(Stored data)
•••••
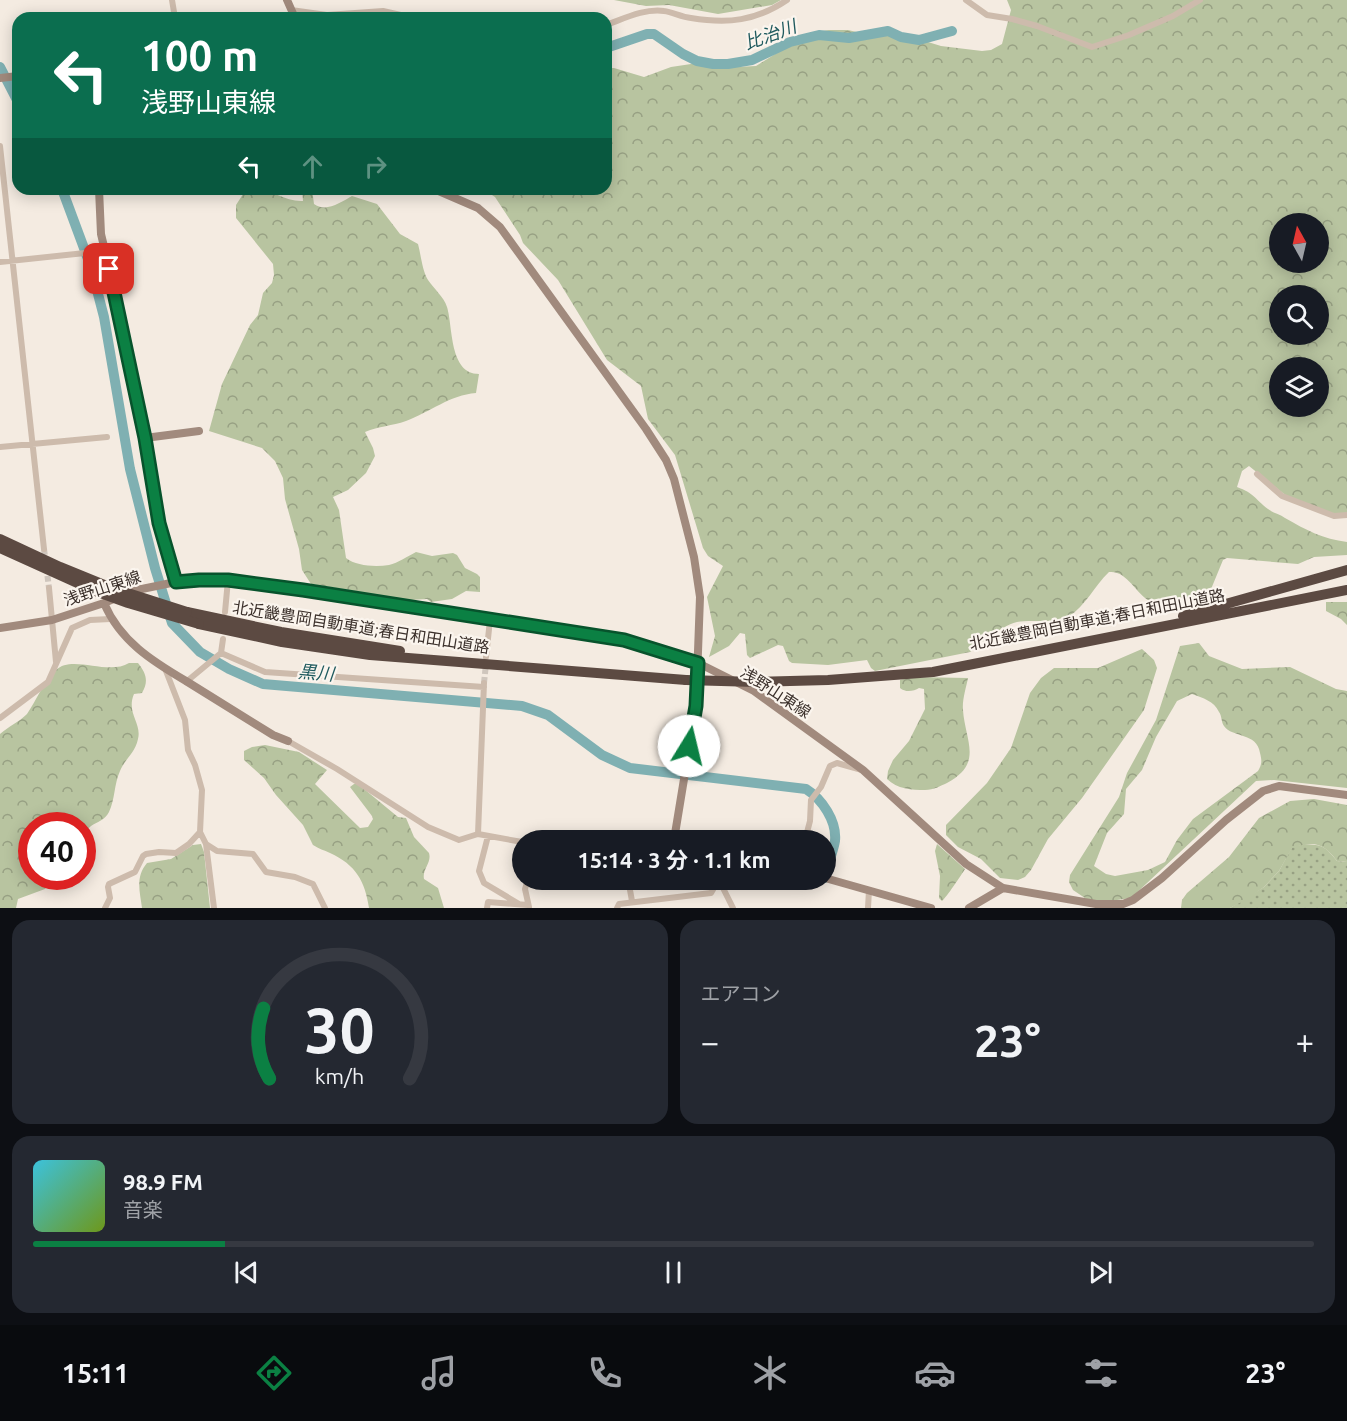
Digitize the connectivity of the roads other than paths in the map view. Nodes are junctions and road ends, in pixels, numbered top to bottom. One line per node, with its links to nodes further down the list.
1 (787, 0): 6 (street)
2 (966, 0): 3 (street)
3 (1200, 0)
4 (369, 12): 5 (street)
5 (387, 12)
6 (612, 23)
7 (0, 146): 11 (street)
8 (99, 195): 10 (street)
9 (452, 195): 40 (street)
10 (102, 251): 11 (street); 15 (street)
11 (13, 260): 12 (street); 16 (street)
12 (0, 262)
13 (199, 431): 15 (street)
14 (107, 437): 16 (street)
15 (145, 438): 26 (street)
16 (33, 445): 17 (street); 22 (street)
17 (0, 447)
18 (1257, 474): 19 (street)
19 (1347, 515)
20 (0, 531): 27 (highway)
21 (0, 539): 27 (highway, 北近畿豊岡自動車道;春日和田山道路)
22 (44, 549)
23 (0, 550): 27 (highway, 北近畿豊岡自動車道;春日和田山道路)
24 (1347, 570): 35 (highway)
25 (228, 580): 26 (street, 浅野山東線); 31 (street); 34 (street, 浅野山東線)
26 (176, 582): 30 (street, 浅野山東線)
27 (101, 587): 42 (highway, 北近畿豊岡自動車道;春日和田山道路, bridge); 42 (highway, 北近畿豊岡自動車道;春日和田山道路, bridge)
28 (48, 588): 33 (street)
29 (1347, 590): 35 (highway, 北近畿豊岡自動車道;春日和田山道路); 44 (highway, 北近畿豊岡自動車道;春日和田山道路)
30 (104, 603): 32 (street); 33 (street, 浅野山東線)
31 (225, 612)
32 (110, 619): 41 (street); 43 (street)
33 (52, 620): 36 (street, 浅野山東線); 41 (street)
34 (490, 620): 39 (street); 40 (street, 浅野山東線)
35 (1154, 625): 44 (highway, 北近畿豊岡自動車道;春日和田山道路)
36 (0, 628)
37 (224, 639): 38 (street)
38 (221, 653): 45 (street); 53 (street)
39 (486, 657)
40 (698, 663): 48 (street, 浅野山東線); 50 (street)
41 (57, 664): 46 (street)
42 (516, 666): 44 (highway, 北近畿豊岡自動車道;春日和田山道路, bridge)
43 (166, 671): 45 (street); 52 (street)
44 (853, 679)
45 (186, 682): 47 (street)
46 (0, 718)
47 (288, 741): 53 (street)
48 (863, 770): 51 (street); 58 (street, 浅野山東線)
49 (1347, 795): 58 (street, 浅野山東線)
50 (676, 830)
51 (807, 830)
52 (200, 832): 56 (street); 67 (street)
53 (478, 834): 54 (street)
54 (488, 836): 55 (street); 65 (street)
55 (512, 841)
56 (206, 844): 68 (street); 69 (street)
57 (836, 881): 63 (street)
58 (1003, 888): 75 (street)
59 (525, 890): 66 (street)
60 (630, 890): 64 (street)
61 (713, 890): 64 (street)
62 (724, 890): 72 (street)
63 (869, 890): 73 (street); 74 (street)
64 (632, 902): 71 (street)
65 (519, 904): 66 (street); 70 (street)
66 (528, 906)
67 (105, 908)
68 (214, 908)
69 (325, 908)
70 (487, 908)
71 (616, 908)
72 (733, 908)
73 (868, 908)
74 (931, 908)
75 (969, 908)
•••••
--- Directions ---
Each line in the data that has the word "北近畿豊岡自動車道" counts once; state how many such lines there are, without comment.

--- Answer space ---
6